Apple Emergency Update Fixes iOS Notification Bug That Exposed Deleted Messages
Apple has released emergency patches for CVE-2026-28950, a Notification Services flaw in iOS and iPadOS that caused deleted message alerts to persist in system storage, potentially exposing sensitive content to forensic recovery.
Apple has issued an emergency update to fix a Notification Services flaw that caused deleted alerts to remain stored on devices, potentially exposing sensitive message content. Tracked as CVE-2026-28950, the issue has been resolved in iOS 26.4.2 and iPadOS 26.4.2, with patches also released for older supported versions of Apple operating systems.
The company said the bug stemmed from a logging issue that allowed notifications marked for deletion to persist. Apple added that improved data redaction addresses the problem, but did not confirm whether the flaw had been exploited or how long retained data could remain accessible.
The update follows reporting that forensic investigators recovered deleted Signal messages from an iPhone by accessing stored notification data rather than the app itself. According to 404 Media, message content remained available even after the app was removed because notifications had been cached in system storage. Although Apple did not reference the case directly, its advisory reflects similar behavior. The company has not explained why notification content was retained or when the issue was introduced.
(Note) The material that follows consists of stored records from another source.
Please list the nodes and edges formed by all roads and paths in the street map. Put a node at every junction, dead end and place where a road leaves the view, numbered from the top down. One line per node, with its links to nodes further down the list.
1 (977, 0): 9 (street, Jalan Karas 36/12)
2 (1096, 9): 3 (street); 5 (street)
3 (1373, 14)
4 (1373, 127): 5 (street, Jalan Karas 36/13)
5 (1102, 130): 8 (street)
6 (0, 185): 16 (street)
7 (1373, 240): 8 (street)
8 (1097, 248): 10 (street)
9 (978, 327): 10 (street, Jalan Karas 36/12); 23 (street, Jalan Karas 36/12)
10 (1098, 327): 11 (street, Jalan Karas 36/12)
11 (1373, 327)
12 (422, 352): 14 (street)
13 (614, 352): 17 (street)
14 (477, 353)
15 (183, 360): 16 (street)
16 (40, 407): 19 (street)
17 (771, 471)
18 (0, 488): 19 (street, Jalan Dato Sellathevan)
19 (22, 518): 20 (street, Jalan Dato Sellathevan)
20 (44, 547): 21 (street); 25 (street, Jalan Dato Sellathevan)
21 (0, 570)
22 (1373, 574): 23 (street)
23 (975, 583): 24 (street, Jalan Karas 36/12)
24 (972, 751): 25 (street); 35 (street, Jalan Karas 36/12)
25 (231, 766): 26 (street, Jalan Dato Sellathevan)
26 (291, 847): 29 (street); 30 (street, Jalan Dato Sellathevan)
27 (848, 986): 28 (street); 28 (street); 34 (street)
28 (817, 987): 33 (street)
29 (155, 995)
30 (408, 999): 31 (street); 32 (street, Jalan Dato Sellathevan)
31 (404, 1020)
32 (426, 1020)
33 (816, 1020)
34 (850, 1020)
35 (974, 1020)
Signal welcomed the fix. "We're grateful to Apple for the quick action here, and for understanding and acting on the stakes of this kind of issue," the company said in an X post on Wednesday. "It takes an ecosystem to preserve the fundamental human right to private communication."
The vulnerability impacts a broad range of iPhones and iPads, including iPhone 11 and later devices. Apple has also backported fixes to iOS 18.7.8 and iPadOS 18.7.8. Users can reduce risk by setting notification previews to "Name Only" or disabling message content, installing the latest OS updates promptly, and reviewing notification settings for sensitive apps.
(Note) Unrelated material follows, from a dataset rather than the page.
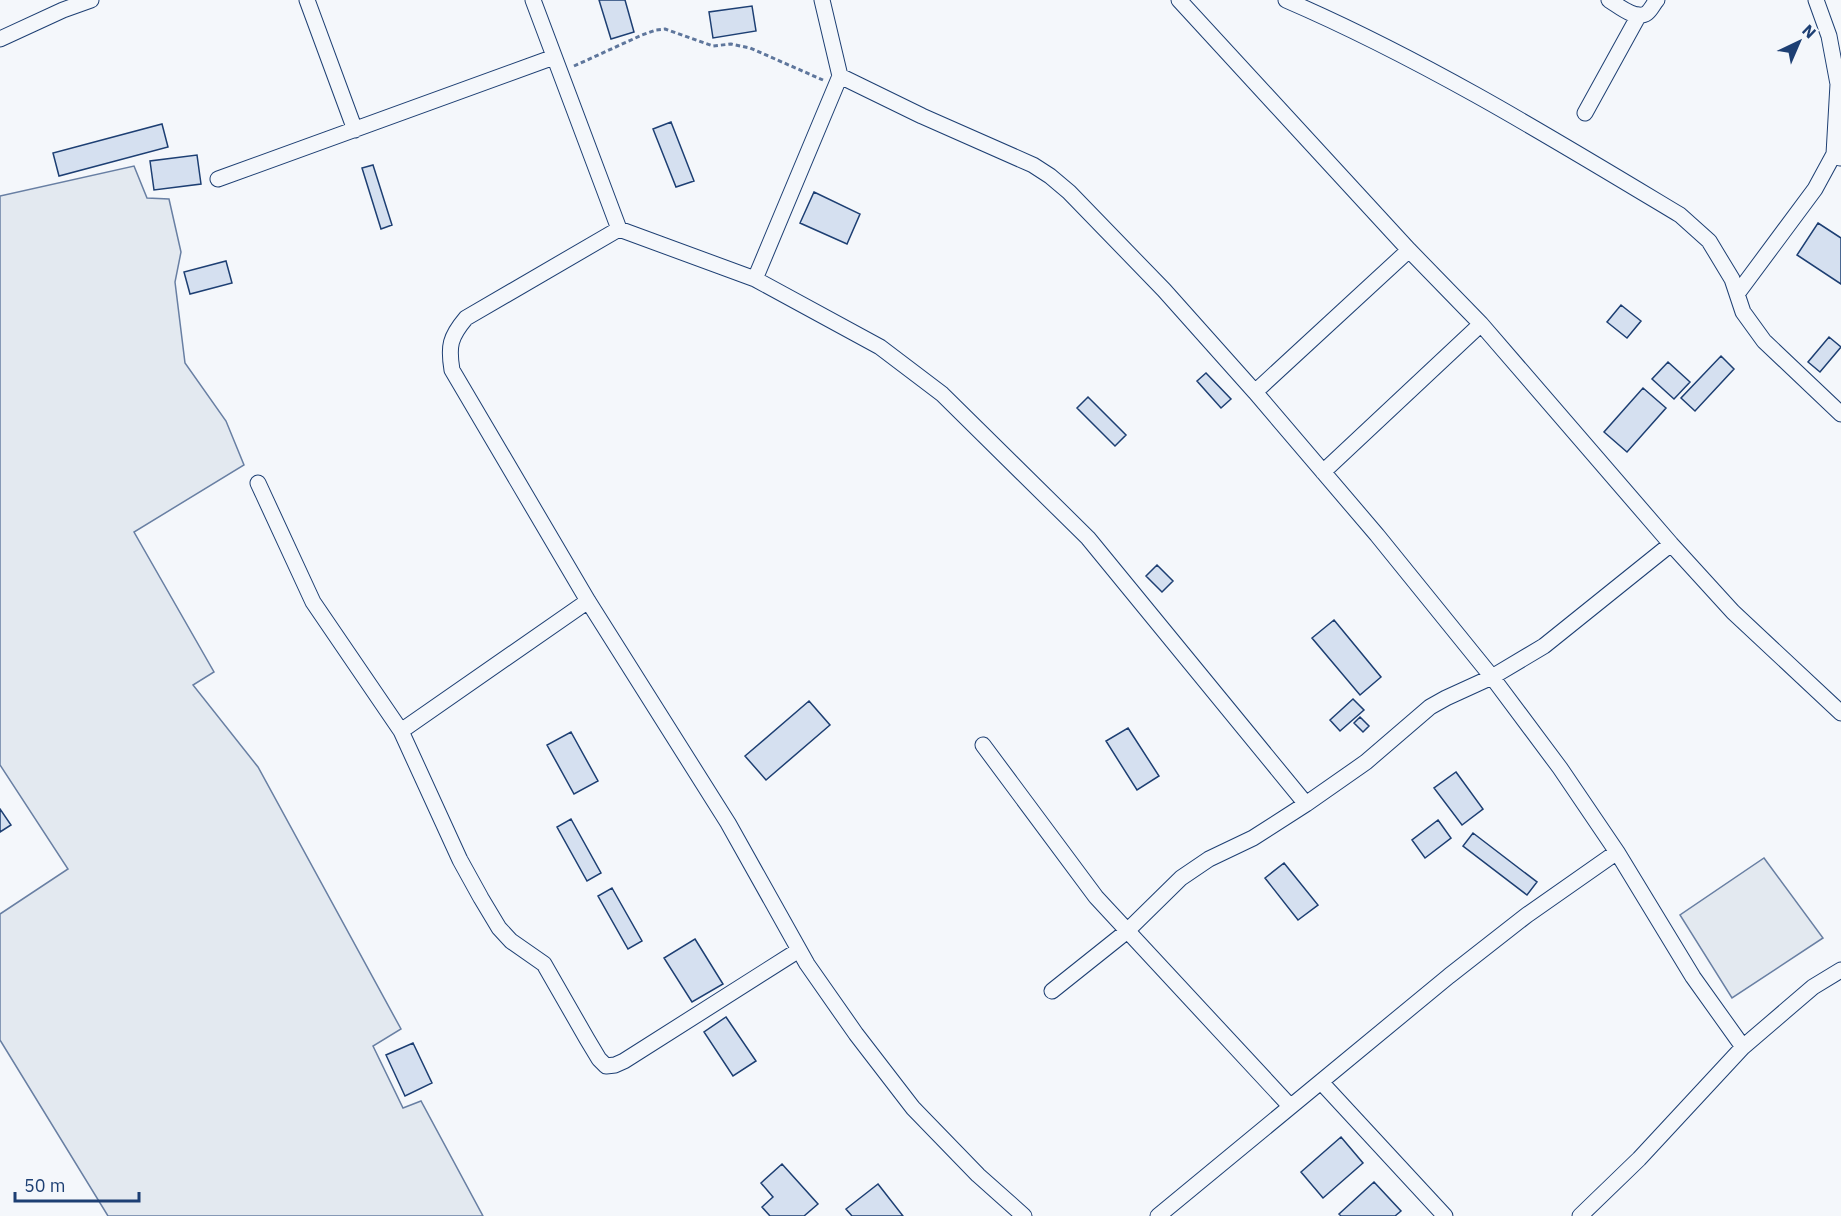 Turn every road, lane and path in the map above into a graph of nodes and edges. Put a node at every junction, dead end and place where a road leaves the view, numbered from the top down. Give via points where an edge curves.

The Electronic Frontier Foundation has warned that notifications may expose metadata or unencrypted content depending on implementation. Apple's update highlights how system-level features can introduce privacy risks, even when applications use encryption. This incident underscores the importance of ecosystem-wide privacy protections, as even end-to-end encrypted apps like Signal can be undermined by operating system notification caching.